El aire de la noche le reanimaba, y comenzando la lenta paseata con arreglo siempre a idéntico itinerario hasta la casa de Rosa, ásperamente, como ella hablaba y quizá le gustaba que le hablase, Manolo, basándose en que ya estaba bien, le exigía que de una puñetera vez se casaran. Algunos domingos, Rosa escuchaba con la cabeza gacha, se detenía incluso cuando él se paraba, le miraba a los ojos. Otras noches argumentaba que, precisamente por la edad de ambos, podían tomar la cosa con calma y sentido común, sin las urgencias rijosas de la juventud ni la obligada precipitación de los viejos. Manolo rejuvenecía y le arrancaba a Rosa una promesa de pronta aceptación. Sin que fuese posible descubrir la causa, no faltaban domingos en que Rosa se negaba en redondo a tratar semejante patochada, y no porque temiese que Manolo le saliera camastrón, ni porque ella tuviese otros planes o, que Dios la librara, se le hubiese metido en la cabeza otro hombre, ni menos porque no le guardase consideración o se dejase influir por los muchos defectos que a él le acarreaba su falta de carácter y su chaladura de creerse la conciencia del prójimo, sino, sencilla y llanamente, porque, si en tiempos ella misma había disuadido a su prima Domi de que se casase con Manolo, mal podía, al presente, convencerse a sí misma de lo ídem.

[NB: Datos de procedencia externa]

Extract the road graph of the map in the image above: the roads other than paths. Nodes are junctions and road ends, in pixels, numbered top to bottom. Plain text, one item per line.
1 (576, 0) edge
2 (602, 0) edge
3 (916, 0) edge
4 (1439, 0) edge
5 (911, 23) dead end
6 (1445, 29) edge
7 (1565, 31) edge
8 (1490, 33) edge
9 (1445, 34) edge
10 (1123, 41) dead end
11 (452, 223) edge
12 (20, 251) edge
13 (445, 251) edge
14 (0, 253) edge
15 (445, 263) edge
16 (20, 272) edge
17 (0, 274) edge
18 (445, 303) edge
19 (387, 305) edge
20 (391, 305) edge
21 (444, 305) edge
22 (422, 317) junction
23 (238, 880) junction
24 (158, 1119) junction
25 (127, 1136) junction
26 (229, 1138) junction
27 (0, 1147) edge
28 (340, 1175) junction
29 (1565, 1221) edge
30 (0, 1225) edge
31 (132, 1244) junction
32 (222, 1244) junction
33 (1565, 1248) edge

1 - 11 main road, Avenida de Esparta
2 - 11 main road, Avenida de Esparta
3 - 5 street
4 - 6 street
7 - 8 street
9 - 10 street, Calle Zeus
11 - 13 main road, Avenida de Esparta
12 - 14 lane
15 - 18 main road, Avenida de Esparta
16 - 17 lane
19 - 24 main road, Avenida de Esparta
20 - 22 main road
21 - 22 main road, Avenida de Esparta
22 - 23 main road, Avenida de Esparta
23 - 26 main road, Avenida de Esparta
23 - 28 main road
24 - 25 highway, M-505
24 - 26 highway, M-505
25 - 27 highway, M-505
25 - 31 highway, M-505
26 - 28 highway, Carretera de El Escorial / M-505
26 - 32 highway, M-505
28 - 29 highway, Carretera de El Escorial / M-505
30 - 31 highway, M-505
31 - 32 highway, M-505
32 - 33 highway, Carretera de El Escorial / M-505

En el portal, dándose un apretón de manos de despedida, indefectiblemente Rosa le invitaba a ver la película mientras cenaban, e indefectiblemente, demostrando que él también sabía decir no, Manolo declinaba la invitación.
Aunque, de pronto, sentía el cansancio del ajetreo del domingo, aún daba un caprichoso rodeo por calles que, ignorando el motivo, prefería desde la infancia. Ahora que determinada zona del barrio solía ser cabecera de manifestaciones sindicales, le extrañaba más, en tanto se acercaba a su bar habitual, atisbar a los muchachos embadurnando las paredes de pintadas. Manolo pensaba que quizá en otro lugar de la Tierra él no se habría disuelto en el ambiente, pero él sabía, aunque tardase en recordarlo, que en otro lugar no habría nacido. En la plaza de la fuente, derrotados o vociferantes, desembarcaban de los autobuses. Las sobrinas, que eran chicas responsables a pesar de sus ideas, habían dejado bien cerrada la persiana metálica de la mercería.
Entraba en el bar y olvidaba a Domitila. Luego, ya camino de la cama, el bicarbonato en lucha con los huevos duros, los calamares fritos y el vino de la velada, Manolo, precaviéndose de la noche y sus fantasmas, se atrevía a considerar que probablemente él, cuando la noche más imprevista la soñaba, soñaba al contrario la pesadilla del laberinto.